Counting only lines of the listing below that hold the word "Carretera", give the total and nothing else.

|---|

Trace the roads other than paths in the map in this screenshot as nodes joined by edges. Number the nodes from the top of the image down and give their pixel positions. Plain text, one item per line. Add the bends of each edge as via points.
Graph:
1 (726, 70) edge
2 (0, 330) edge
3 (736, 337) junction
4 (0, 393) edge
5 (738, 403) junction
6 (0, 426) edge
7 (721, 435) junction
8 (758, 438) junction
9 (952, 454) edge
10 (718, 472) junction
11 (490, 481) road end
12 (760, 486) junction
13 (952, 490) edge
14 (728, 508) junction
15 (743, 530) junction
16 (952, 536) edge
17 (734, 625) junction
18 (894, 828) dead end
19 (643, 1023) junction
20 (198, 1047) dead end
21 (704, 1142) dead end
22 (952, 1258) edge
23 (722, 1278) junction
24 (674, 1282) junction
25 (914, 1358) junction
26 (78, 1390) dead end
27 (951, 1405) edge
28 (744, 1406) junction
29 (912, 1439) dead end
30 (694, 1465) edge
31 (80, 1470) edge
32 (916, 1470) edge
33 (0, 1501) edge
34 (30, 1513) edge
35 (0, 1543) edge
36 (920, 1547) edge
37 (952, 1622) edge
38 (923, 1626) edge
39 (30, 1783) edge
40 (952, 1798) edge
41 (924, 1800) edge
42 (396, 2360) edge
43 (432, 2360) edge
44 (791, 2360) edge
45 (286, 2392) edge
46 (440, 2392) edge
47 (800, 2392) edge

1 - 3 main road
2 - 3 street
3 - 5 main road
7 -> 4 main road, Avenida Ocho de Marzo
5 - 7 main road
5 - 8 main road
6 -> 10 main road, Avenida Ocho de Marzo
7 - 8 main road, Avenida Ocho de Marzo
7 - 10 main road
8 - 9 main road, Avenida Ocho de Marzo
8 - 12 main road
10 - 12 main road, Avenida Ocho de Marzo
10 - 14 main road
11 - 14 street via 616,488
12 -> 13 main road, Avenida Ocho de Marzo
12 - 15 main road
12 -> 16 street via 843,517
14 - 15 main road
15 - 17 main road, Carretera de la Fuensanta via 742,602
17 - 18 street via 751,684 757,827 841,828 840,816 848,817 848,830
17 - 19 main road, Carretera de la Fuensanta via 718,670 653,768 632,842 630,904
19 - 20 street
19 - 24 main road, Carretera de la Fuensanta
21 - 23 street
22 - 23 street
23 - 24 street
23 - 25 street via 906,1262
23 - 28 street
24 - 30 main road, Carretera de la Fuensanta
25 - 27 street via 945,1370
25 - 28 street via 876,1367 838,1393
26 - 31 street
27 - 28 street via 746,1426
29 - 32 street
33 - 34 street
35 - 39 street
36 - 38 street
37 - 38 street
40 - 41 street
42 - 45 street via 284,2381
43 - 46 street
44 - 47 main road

|---|

**Written reply:** 4